** What you are asked to do **
Every line from the one containing "middle pip: (228, 188)" to the end of the listing below should be transcribed exactly, and no line outside that span should appear.

** Data to use **

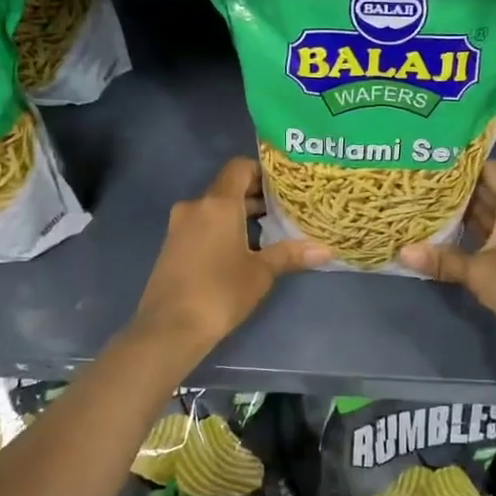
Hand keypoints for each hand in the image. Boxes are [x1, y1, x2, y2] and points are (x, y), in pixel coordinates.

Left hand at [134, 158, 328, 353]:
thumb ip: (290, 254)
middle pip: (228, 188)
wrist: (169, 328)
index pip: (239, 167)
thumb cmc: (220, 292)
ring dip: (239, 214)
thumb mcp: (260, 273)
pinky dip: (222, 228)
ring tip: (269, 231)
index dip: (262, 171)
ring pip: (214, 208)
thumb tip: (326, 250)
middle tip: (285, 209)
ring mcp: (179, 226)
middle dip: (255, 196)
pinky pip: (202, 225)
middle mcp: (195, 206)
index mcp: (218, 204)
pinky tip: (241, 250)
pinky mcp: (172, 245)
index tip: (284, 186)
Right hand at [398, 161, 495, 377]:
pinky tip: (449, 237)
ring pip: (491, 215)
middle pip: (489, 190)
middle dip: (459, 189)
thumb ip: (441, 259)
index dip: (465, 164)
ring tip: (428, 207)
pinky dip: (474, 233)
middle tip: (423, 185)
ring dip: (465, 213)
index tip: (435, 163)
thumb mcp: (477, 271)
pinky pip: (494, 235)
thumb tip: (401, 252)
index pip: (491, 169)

** Your response **
middle pip: (228, 188)
wrist: (169, 328)
index pip: (239, 167)
thumb cmc: (220, 292)
ring dip: (239, 214)
thumb mcp: (260, 273)
pinky dip: (222, 228)
ring tip: (269, 231)
index dip: (262, 171)
ring pip: (214, 208)
thumb tip: (326, 250)
middle tip: (285, 209)
ring mcp: (179, 226)
middle dip: (255, 196)
pinky pip: (202, 225)
middle mcp: (195, 206)
index mcp: (218, 204)
pinky tip: (241, 250)
pinky mcp: (172, 245)
index tip: (284, 186)
Right hand at [398, 161, 495, 377]:
pinky tip: (449, 237)
ring pip: (491, 215)
middle pip: (489, 190)
middle dip: (459, 189)
thumb ip: (441, 259)
index dip: (465, 164)
ring tip: (428, 207)
pinky dip: (474, 233)
middle tip: (423, 185)
ring dip: (465, 213)
index tip: (435, 163)
thumb mcp: (477, 271)
pinky pip: (494, 235)
thumb tip: (401, 252)
index pip: (491, 169)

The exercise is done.